Strategies for Handling Late Payments
Dealing with late payments is an unfortunate reality for many businesses, but by implementing a clear and
consistent approach, you can minimize their impact on your business and maintain healthy cash flow. Here’s a breakdown of strategies to handle them effectively:
- Take preventive measures. Lay the groundwork by setting clear payment expectations from the start. State your payment terms on quotes, contracts, and invoices—and ensure that your invoices are accurate, detailed, and easy to understand. Include all necessary information (invoice number, due date, payment methods, contact information), and even use accounting software or online tools to send automatic payment reminders before and after the due date.
- Send reminders or make calls: As soon as payment becomes overdue, ask for payment politely via email or make a collection call, as it could be an honest oversight. If the client communicates a reason for the delay, try to understand their situation and work with them if possible.
- Escalate. If initial reminders don’t work, write a collection letter or email reiterating the overdue amount, late payment fees (if applicable), and consequences of non-payment. For larger invoices, consider offering a payment plan to help your client manage their debt. For ongoing services, you may choose to suspend work temporarily until the outstanding invoice is settled.
- Engage a collections agency. If all else fails, consider doing this to recover the debt. Be aware of potential fees and the impact on client relationships. In extreme cases, you may need to pursue legal action to recover the payment. This is typically a last resort.
Frequently Asked Questions (FAQs)
Invoice payment terms outline when a buyer is expected to pay for goods or services they’ve received. They are a crucial part of the agreement between the seller and the buyer, ensuring both parties are clear on payment expectations.
While payment terms can be negotiated and tailored to specific situations, some terms are considered standard practice. The most common is Net 30, which means the invoice is due in full 30 days from the invoice date. It strikes a balance between giving the buyer time to process the invoice and ensuring the seller receives timely payment.
Other common payment terms include Net 15, Net 60, and 2% 10 Net 30, which means that a 2% discount is offered if the invoice is paid within 10 days; otherwise, the full amount is due in 30 days. You can also request Cash on Delivery (COD) or Cash in Advance (CIA) if you require payment upon delivery or before the goods or services are delivered.
Payment terms should be clearly stated on your invoice, typically in a dedicated section under the date and invoice number.

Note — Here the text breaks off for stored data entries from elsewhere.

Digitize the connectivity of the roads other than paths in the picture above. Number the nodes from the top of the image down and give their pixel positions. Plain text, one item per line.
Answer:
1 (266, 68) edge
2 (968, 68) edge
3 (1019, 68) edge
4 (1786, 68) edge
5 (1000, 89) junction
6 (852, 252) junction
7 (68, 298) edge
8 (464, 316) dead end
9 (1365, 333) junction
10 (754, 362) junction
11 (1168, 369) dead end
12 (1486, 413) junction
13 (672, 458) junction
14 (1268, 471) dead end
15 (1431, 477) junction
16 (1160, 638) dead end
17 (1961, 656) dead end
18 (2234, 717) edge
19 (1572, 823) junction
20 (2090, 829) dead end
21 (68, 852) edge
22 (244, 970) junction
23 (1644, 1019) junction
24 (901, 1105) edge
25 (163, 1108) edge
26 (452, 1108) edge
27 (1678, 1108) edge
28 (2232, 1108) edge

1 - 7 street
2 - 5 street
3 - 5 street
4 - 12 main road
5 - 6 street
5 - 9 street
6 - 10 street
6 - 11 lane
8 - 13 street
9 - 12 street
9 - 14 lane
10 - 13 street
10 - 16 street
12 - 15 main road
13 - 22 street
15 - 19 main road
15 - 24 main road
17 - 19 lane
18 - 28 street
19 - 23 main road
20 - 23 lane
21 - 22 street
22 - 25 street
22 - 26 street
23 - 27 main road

It is important to ensure payment terms are easy to find and understand.
Clear payment terms are essential because they help maintain healthy cash flow by knowing when to expect payments. Terms that are well-defined help to minimize misunderstandings and encourage timely payments. Also, transparency in payment expectations can foster trust and strengthen business relationships.
Bottom Line
There’s a lot at stake when choosing your invoice payment terms. They set the tone for your future relationship with customers and affect your business financially. When deciding what invoice terms to offer, you need to weigh the client’s payment history and the potential revenue the job will bring in.